The answer must consist of every line below that contains the word "lane".

**** RECORDS FOR THIS EXERCISE ****

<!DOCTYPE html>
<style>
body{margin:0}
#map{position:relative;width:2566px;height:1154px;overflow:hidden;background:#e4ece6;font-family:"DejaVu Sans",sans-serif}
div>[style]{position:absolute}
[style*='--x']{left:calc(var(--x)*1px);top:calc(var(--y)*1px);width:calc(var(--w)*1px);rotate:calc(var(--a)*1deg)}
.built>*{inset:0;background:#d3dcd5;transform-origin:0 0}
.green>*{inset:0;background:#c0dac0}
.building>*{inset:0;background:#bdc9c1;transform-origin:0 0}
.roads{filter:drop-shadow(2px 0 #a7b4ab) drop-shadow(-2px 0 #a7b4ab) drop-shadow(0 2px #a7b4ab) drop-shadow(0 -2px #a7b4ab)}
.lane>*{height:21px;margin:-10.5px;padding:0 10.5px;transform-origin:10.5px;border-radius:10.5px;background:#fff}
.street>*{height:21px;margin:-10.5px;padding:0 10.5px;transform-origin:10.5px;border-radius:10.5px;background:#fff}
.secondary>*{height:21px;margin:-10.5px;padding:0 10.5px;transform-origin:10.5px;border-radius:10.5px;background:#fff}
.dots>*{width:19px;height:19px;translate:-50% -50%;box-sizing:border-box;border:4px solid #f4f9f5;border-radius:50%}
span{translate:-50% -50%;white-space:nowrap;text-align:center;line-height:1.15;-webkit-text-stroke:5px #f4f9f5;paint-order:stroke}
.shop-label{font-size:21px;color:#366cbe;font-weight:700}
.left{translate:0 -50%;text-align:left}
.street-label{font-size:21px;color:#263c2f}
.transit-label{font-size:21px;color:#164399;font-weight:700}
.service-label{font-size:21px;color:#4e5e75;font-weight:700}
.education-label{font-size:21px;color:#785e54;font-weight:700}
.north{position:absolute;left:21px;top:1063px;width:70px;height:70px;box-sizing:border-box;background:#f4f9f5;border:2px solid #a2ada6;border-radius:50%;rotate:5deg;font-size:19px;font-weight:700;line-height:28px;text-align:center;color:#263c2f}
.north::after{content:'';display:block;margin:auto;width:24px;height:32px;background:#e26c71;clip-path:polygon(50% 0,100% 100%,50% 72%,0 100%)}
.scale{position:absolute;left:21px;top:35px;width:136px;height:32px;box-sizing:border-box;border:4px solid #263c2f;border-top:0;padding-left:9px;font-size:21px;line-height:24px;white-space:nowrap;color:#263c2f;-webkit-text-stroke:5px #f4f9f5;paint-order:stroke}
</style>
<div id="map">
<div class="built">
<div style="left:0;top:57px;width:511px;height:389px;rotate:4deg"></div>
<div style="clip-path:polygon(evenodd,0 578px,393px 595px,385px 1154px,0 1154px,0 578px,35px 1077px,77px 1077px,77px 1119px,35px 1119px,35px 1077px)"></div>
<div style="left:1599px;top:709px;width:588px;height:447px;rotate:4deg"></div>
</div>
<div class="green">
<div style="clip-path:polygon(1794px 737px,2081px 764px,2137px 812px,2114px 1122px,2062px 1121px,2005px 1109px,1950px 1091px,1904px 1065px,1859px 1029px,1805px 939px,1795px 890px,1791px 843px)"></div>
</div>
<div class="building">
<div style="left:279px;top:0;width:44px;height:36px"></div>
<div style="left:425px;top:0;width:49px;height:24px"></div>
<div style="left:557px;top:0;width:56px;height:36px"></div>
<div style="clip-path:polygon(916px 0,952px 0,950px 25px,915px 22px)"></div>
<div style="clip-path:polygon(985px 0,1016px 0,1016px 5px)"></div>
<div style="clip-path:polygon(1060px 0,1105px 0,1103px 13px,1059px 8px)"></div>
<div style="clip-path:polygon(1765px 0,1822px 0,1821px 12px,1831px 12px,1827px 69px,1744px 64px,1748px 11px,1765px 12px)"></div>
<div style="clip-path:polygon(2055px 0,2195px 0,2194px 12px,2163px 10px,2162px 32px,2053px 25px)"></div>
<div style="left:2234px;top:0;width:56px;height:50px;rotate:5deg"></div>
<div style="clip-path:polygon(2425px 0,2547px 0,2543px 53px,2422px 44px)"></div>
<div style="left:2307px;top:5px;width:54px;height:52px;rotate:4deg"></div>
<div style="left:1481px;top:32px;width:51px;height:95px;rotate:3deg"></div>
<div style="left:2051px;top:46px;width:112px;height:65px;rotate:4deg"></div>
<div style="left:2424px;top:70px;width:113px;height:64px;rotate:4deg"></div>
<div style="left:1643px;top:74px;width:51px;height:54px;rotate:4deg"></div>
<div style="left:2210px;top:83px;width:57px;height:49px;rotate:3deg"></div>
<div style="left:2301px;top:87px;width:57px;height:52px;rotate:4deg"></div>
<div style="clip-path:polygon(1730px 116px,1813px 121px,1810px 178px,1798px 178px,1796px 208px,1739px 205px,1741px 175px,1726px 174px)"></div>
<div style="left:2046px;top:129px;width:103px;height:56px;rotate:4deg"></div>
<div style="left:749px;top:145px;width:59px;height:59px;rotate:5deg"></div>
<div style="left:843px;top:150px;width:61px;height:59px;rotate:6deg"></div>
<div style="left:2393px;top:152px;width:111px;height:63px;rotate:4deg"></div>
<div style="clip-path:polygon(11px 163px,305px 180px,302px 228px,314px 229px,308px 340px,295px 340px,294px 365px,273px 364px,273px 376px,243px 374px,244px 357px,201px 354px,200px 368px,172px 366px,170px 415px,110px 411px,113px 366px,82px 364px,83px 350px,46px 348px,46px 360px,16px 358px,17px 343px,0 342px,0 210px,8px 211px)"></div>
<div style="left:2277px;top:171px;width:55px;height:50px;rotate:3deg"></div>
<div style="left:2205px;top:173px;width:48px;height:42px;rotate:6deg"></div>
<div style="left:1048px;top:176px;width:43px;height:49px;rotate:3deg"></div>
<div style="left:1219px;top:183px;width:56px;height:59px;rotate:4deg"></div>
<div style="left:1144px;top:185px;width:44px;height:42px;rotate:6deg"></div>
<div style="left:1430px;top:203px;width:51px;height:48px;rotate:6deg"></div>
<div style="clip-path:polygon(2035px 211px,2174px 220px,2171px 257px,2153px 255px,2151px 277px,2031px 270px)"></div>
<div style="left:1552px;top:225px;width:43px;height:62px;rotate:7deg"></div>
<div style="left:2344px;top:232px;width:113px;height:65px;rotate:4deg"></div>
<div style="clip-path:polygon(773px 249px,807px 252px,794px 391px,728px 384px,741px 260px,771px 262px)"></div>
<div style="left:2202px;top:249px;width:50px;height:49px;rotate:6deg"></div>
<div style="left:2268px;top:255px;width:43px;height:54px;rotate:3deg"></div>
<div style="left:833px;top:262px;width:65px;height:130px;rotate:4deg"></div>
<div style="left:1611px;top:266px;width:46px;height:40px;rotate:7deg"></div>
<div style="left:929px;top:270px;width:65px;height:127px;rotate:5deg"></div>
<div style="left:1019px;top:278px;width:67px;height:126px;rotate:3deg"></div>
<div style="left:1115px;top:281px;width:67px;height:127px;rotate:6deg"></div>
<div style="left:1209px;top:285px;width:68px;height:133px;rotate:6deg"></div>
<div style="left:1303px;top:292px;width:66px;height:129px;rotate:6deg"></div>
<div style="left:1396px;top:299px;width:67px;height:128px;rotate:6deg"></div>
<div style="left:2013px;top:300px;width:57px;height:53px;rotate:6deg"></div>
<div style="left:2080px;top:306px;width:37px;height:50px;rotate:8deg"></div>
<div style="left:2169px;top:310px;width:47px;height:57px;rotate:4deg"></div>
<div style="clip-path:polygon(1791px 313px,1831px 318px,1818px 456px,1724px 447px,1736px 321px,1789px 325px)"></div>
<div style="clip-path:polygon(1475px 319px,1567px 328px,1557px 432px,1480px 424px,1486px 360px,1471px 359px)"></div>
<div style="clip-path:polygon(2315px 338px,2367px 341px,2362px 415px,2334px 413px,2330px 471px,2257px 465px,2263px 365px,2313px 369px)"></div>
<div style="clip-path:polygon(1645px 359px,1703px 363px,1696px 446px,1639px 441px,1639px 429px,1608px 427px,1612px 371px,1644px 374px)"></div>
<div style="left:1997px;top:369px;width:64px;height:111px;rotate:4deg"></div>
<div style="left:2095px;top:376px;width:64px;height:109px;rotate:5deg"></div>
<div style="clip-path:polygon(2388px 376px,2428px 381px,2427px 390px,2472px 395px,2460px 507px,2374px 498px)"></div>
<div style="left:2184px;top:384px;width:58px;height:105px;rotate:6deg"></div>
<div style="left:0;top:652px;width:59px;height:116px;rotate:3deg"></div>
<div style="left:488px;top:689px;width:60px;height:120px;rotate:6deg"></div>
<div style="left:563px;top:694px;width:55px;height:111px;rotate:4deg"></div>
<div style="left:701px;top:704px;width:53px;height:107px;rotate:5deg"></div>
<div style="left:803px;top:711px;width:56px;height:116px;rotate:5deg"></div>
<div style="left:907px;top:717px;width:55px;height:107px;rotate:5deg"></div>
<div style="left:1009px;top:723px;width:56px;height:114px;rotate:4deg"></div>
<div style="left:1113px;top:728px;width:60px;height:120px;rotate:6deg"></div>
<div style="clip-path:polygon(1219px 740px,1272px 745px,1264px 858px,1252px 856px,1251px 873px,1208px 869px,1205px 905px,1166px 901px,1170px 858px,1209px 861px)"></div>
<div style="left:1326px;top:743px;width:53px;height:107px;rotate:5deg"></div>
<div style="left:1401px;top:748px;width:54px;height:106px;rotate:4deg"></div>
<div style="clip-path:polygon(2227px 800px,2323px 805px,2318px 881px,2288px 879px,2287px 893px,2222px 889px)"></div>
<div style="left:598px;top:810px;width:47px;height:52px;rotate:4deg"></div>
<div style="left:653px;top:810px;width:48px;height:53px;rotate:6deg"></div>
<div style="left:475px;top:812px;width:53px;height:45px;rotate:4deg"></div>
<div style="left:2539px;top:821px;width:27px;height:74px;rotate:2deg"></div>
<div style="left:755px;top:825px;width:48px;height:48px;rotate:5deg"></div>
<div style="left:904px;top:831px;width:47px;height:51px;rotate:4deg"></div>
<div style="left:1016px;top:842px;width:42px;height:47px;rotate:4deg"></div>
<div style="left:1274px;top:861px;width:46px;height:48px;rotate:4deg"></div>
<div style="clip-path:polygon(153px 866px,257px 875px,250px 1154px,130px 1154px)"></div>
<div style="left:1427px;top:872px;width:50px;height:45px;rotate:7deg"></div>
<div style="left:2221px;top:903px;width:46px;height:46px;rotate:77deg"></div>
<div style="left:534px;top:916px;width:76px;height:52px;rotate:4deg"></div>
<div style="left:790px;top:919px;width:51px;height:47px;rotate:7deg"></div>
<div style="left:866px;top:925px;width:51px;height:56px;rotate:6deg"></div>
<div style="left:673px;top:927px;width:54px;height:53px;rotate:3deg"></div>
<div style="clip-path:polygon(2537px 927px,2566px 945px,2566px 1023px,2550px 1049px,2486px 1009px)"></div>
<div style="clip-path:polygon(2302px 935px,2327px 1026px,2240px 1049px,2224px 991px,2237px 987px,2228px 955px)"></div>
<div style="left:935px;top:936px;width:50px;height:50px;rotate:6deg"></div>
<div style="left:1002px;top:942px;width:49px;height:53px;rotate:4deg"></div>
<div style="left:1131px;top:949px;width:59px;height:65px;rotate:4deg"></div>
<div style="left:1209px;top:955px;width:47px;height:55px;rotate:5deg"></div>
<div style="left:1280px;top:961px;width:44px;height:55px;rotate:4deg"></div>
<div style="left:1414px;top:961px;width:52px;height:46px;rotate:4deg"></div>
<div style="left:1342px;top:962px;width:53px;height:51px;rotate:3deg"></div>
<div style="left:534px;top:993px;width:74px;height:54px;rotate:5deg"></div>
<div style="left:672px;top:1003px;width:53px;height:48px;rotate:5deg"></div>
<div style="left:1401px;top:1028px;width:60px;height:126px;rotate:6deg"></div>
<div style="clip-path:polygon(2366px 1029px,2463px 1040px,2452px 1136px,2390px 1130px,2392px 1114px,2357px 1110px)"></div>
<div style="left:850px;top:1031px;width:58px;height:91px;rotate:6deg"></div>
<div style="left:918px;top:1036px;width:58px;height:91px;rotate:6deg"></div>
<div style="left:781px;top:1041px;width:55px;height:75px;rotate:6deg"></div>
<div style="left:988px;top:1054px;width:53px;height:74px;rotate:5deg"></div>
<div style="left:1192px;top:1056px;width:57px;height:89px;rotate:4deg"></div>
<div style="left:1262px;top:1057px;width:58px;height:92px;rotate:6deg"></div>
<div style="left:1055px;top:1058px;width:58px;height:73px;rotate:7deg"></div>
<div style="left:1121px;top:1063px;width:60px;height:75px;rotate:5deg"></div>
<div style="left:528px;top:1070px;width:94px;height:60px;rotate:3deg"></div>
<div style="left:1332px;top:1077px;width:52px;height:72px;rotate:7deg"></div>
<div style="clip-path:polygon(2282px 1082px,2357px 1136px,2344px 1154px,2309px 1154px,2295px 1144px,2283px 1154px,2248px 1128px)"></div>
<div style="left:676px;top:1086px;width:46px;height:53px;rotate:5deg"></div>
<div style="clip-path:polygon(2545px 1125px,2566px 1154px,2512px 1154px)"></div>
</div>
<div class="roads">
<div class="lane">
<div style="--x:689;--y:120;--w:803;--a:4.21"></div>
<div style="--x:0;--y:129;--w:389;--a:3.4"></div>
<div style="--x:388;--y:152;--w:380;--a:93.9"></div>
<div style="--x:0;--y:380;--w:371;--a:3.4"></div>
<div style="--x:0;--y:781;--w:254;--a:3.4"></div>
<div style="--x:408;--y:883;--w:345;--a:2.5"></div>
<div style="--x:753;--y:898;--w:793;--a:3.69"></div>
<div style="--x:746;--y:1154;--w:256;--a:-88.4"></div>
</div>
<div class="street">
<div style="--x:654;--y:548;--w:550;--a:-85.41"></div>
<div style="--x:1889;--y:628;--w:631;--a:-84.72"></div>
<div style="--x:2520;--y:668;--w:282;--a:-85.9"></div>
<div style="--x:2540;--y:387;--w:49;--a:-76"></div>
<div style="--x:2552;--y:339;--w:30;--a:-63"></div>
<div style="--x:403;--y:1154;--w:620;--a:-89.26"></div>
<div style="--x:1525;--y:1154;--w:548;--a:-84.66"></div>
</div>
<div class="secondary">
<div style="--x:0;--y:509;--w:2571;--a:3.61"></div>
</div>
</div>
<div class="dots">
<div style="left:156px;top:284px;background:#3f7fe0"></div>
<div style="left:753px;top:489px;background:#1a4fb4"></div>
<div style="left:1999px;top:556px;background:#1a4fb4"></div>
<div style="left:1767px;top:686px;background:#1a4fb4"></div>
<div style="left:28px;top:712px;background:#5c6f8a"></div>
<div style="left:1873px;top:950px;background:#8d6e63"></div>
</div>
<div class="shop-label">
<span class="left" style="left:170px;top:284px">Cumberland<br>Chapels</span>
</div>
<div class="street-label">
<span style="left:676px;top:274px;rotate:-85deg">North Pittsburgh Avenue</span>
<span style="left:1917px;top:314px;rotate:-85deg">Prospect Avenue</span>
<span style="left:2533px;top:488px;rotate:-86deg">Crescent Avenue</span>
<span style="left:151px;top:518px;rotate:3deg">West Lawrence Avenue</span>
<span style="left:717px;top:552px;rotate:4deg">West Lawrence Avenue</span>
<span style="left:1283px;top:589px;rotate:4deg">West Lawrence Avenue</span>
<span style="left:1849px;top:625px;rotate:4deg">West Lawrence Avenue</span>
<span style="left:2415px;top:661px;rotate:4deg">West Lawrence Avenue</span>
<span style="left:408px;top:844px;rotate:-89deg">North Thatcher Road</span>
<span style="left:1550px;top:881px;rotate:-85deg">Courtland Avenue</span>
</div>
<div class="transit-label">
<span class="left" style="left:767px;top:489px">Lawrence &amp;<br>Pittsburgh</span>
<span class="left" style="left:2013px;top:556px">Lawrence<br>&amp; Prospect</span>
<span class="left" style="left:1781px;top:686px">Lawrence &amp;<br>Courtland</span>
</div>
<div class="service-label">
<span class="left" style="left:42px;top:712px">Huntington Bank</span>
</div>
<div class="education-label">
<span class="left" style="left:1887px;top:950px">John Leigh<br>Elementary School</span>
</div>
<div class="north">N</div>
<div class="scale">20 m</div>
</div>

****

* SOLUTION FOR THIS EXERCISE *
.lane>*{height:21px;margin:-10.5px;padding:0 10.5px;transform-origin:10.5px;border-radius:10.5px;background:#fff}
<div class="lane">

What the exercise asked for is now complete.